[TASK INSTRUCTIONS]
Each record is to be duplicated exactly, with nothing added.

[Start of section]

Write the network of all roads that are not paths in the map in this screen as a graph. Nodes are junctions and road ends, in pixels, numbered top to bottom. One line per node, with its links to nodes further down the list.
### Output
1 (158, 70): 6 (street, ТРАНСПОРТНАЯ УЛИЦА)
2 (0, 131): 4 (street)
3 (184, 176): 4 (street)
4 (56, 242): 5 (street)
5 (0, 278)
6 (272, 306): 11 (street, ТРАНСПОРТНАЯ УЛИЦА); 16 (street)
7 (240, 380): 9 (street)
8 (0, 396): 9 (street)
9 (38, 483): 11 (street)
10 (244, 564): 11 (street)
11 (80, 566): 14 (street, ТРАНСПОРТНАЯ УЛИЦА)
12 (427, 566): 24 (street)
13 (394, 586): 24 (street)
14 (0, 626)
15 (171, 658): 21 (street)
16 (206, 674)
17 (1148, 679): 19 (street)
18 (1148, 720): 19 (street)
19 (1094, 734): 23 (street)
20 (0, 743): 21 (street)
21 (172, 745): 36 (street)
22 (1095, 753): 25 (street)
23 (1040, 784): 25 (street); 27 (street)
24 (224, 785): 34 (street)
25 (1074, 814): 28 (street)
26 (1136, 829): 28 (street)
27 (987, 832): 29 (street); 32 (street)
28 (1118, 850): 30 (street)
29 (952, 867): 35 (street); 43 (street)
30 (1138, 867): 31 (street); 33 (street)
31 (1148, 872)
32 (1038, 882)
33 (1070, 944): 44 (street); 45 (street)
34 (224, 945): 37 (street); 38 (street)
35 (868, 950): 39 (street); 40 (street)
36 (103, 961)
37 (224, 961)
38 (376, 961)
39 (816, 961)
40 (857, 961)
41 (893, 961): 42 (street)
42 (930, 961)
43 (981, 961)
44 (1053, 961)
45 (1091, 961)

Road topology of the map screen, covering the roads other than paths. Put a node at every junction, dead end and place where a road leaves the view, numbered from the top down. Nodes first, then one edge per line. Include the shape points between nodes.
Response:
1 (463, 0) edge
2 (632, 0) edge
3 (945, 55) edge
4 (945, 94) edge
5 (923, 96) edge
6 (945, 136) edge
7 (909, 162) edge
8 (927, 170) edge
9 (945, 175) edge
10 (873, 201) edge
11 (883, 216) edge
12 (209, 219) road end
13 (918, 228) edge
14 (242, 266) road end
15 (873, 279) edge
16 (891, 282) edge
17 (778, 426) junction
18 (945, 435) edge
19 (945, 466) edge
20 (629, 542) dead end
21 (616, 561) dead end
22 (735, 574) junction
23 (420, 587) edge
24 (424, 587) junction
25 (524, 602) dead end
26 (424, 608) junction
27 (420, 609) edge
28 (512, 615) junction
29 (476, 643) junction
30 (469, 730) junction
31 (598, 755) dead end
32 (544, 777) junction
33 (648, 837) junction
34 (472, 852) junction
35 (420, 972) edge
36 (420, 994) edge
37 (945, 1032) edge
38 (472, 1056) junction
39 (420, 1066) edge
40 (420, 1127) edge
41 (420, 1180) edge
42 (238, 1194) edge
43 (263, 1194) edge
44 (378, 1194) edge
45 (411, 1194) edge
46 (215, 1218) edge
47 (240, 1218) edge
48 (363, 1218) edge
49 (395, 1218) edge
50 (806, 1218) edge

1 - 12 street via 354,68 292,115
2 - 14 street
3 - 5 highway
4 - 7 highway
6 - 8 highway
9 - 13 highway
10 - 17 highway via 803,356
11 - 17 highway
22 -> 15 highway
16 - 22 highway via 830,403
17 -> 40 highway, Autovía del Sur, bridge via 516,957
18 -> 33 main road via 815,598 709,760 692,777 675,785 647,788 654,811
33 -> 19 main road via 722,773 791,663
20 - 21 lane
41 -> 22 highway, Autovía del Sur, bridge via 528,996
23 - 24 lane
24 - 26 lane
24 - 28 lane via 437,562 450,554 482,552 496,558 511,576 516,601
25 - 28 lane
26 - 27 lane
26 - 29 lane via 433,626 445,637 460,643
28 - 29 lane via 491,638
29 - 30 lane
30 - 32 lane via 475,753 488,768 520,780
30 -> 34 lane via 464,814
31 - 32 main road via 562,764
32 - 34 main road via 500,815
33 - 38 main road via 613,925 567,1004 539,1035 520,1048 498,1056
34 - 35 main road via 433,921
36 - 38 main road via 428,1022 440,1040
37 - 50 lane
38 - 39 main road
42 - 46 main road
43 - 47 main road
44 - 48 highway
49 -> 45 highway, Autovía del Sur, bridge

[End of section]

[SOLUTION TO THE PROBLEM]
Write the network of all roads that are not paths in the map in this screen as a graph. Nodes are junctions and road ends, in pixels, numbered top to bottom. One line per node, with its links to nodes further down the list.
### Output
1 (158, 70): 6 (street, ТРАНСПОРТНАЯ УЛИЦА)
2 (0, 131): 4 (street)
3 (184, 176): 4 (street)
4 (56, 242): 5 (street)
5 (0, 278)
6 (272, 306): 11 (street, ТРАНСПОРТНАЯ УЛИЦА); 16 (street)
7 (240, 380): 9 (street)
8 (0, 396): 9 (street)
9 (38, 483): 11 (street)
10 (244, 564): 11 (street)
11 (80, 566): 14 (street, ТРАНСПОРТНАЯ УЛИЦА)
12 (427, 566): 24 (street)
13 (394, 586): 24 (street)
14 (0, 626)
15 (171, 658): 21 (street)
16 (206, 674)
17 (1148, 679): 19 (street)
18 (1148, 720): 19 (street)
19 (1094, 734): 23 (street)
20 (0, 743): 21 (street)
21 (172, 745): 36 (street)
22 (1095, 753): 25 (street)
23 (1040, 784): 25 (street); 27 (street)
24 (224, 785): 34 (street)
25 (1074, 814): 28 (street)
26 (1136, 829): 28 (street)
27 (987, 832): 29 (street); 32 (street)
28 (1118, 850): 30 (street)
29 (952, 867): 35 (street); 43 (street)
30 (1138, 867): 31 (street); 33 (street)
31 (1148, 872)
32 (1038, 882)
33 (1070, 944): 44 (street); 45 (street)
34 (224, 945): 37 (street); 38 (street)
35 (868, 950): 39 (street); 40 (street)
36 (103, 961)
37 (224, 961)
38 (376, 961)
39 (816, 961)
40 (857, 961)
41 (893, 961): 42 (street)
42 (930, 961)
43 (981, 961)
44 (1053, 961)
45 (1091, 961)

Road topology of the map screen, covering the roads other than paths. Put a node at every junction, dead end and place where a road leaves the view, numbered from the top down. Nodes first, then one edge per line. Include the shape points between nodes.
Response:
1 (463, 0) edge
2 (632, 0) edge
3 (945, 55) edge
4 (945, 94) edge
5 (923, 96) edge
6 (945, 136) edge
7 (909, 162) edge
8 (927, 170) edge
9 (945, 175) edge
10 (873, 201) edge
11 (883, 216) edge
12 (209, 219) road end
13 (918, 228) edge
14 (242, 266) road end
15 (873, 279) edge
16 (891, 282) edge
17 (778, 426) junction
18 (945, 435) edge
19 (945, 466) edge
20 (629, 542) dead end
21 (616, 561) dead end
22 (735, 574) junction
23 (420, 587) edge
24 (424, 587) junction
25 (524, 602) dead end
26 (424, 608) junction
27 (420, 609) edge
28 (512, 615) junction
29 (476, 643) junction
30 (469, 730) junction
31 (598, 755) dead end
32 (544, 777) junction
33 (648, 837) junction
34 (472, 852) junction
35 (420, 972) edge
36 (420, 994) edge
37 (945, 1032) edge
38 (472, 1056) junction
39 (420, 1066) edge
40 (420, 1127) edge
41 (420, 1180) edge
42 (238, 1194) edge
43 (263, 1194) edge
44 (378, 1194) edge
45 (411, 1194) edge
46 (215, 1218) edge
47 (240, 1218) edge
48 (363, 1218) edge
49 (395, 1218) edge
50 (806, 1218) edge

1 - 12 street via 354,68 292,115
2 - 14 street
3 - 5 highway
4 - 7 highway
6 - 8 highway
9 - 13 highway
10 - 17 highway via 803,356
11 - 17 highway
22 -> 15 highway
16 - 22 highway via 830,403
17 -> 40 highway, Autovía del Sur, bridge via 516,957
18 -> 33 main road via 815,598 709,760 692,777 675,785 647,788 654,811
33 -> 19 main road via 722,773 791,663
20 - 21 lane
41 -> 22 highway, Autovía del Sur, bridge via 528,996
23 - 24 lane
24 - 26 lane
24 - 28 lane via 437,562 450,554 482,552 496,558 511,576 516,601
25 - 28 lane
26 - 27 lane
26 - 29 lane via 433,626 445,637 460,643
28 - 29 lane via 491,638
29 - 30 lane
30 - 32 lane via 475,753 488,768 520,780
30 -> 34 lane via 464,814
31 - 32 main road via 562,764
32 - 34 main road via 500,815
33 - 38 main road via 613,925 567,1004 539,1035 520,1048 498,1056
34 - 35 main road via 433,921
36 - 38 main road via 428,1022 440,1040
37 - 50 lane
38 - 39 main road
42 - 46 main road
43 - 47 main road
44 - 48 highway
49 -> 45 highway, Autovía del Sur, bridge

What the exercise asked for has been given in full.